While this year’s Monaco Formula 1 Grand Prix was cancelled, Ferrari nevertheless decided to bring the ‘prancing horse’ to the streets of Monte Carlo.
On 24 May, the date the Monaco F1 GP would have been held, Ferrari held a special publicity event in collaboration with Claude Lelouche, director of the iconic French short film C'était Un Rendez-Vous.
On paper, it doesn’t sound like much of a film: less than nine minutes long, with no actors, no music and no dialogue. Nevertheless, C'était Un Rendez-Vous has become one of the greatest “car films” of all time.
Known simply as Rendezvous, Lelouche’s 1976 film consisted of little more than a driver’s-eye view of an early morning, high-speed blast through the streets of Paris. The only soundtrack is the roar of a Ferrari V12 engine and the squeal of tyres as the driver brakes all too infrequently on his way from the Porte Dauphine, through central Paris, to meet a pretty girl – his rendezvous - on the steps of the Basilique du Sacré-Coeur in Montmartre.
Blasting down the Champs-Élysées and passing Parisian landmarks like the Arc de Triomphe, Louvre museum and Opera Garnier, the identity of the car and the driver is unrevealed throughout, leading to dozens of myths after the film’s release and years of speculation.
The engine note led many to deduce the car was a Ferrari 275 GTB, while the driver was thought to be an F1 ace given the speed and level of car control.
It was only in 2006 that Lelouche revealed he was the driver and the car was actually his own Mercedes 450 SEL 6.9, with the engine noises from a 275 GTB dubbed in.
Technically, its not a “Ferrari film,” but Rendezvous has nonetheless come to be eternally associated with the brand, so when Lelouche decided to shoot a new film this year, Ferrari wanted to provide more than just the soundtrack.
Titled ‘Le Grand Rendez-Vous,’ Lelouche’s new film features a Ferrari SF90 Stradale, with Lelouche handing over the driving duties to Scuderia Ferrari’s Charles Leclerc. The location changed, too, from Paris to Leclerc’s native Monte Carlo.
Ferrari said their involvement in this film (claimed to be the first shot in France post-COVID lockdown), was driven by a desire to demonstrate support for the tifosi, their clients and supporters in what’s been a dark start to 2020, and also provide something to look forward to in the future, including a planned resumption of F1 racing in July.
When the Covid-19 pandemic began to seriously affect Italy, Ferrari responded by manufacturing respiratory conversion valves at their Maranello factory. They also distributed healthcare equipment to hospitals and held fundraisers. Most recently, Ferrari completed the design of a new pulmonary ventilator, the FI5, and made it available for open source production at a global level.
For Le Grand Rendez-Vous, Leclerc ran the SF90 Stradale around the Monte Carlo F1 street circuit. Shot at dawn like the original, Leclerc hit speeds of up 240km/h en route to his “mystery date” at the end of the lap.
Easing of lockdown restrictions meant there was a small crowd on hand to witness the filming under controlled conditions. Ferrari Chairman John Elkann and various minor European nobility were amongst the spectators, while Prince Albert of Monaco makes a brief appearance in the film.

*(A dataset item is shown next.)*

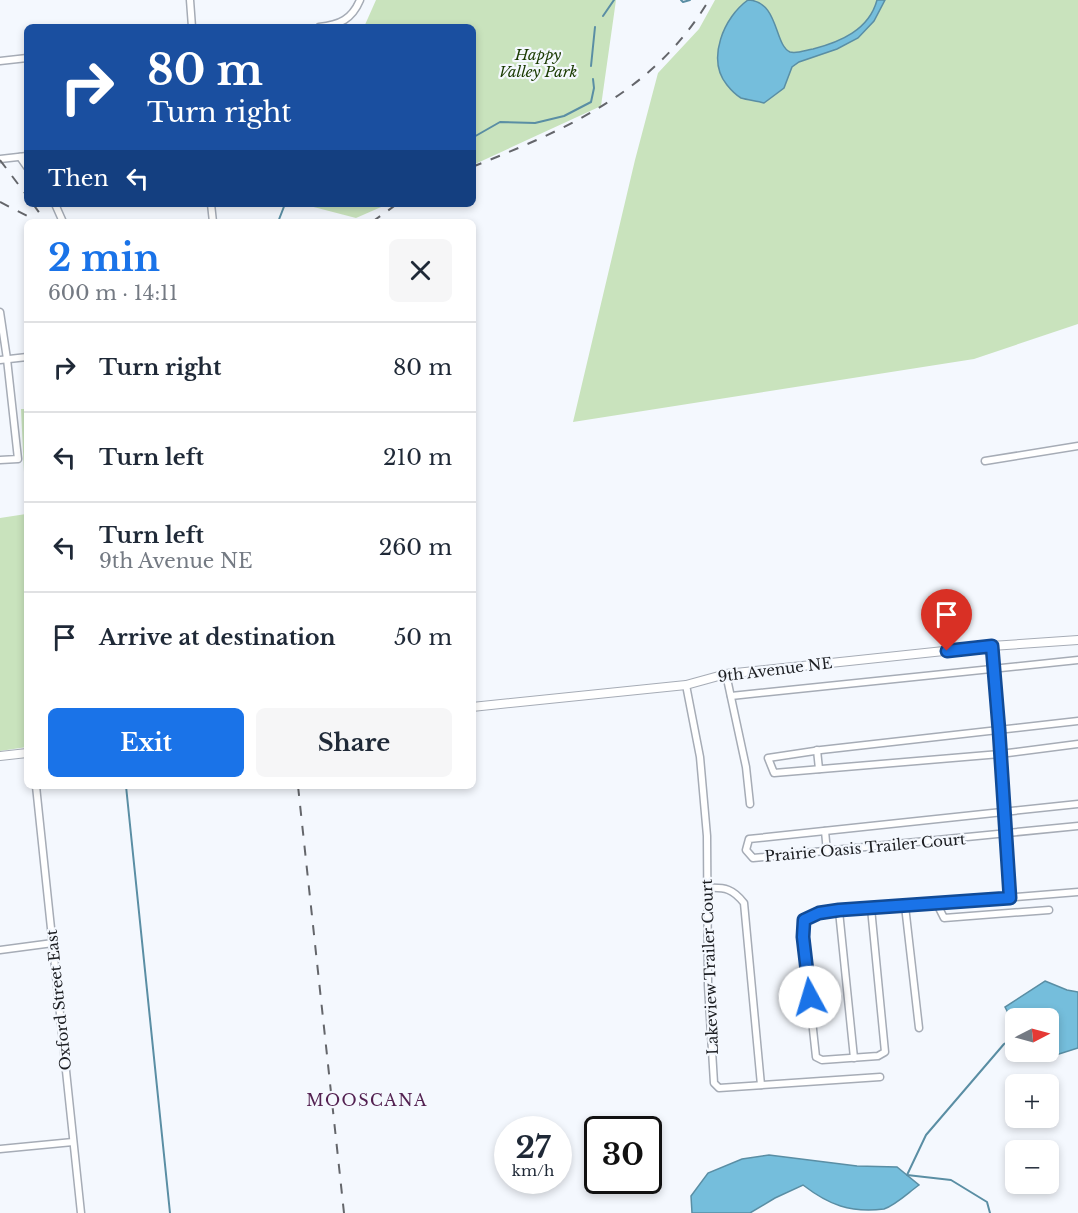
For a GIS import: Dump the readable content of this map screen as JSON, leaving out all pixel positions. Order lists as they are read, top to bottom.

With its 4.0-litre twin turbo V8 engine supplemented with three electric motors, the hybrid SF90 Stradale produces a combined 735kW and 800Nm, sending power through an eight-speed automatic transmission to all four wheels. While the SF90 Stradale can sprint from 0-100km/h in 2.5 seconds on the way to a top speed of 340km/h, electric-only range is a mere 25km before the V8 has to kick in.
Ferrari described their participation in Lelouche’s new film event as a sign of optimism and the “first step towards the return of motorsport, film and social life as we endeavour to put the pandemic behind us.”
Le Grand Rendez-Vous was released on 13 June.
SF90 Stradale wins design award
At the 2020 Red Dot Design Awards, Ferrari’s SF90 Stradale received a ‘Best of the Best’ award in the Product Design category.
Founded in 1955, the Red Dot awards recognise excellence and innovation in design and are considered the most prestigious in the industry. A Best of the Best is the highest accolade available within the Red Dot award system.
With the Roma and F8 Tributo also receiving minor awards this year, it brings to 17 the number of Red Dot awards received by Ferrari since 2015.
Ferrari says the latest accolades pay tribute to the work done by the Ferrari Styling Centre, led by Flavio Manzoni, in creating distinctive designs for the brand’s sports and super cars.
Past Ferrari winners of the premium Red Dot: Best of the Best award include the FXX-K, J50, 488 GTB, Portofino and Monza SP1.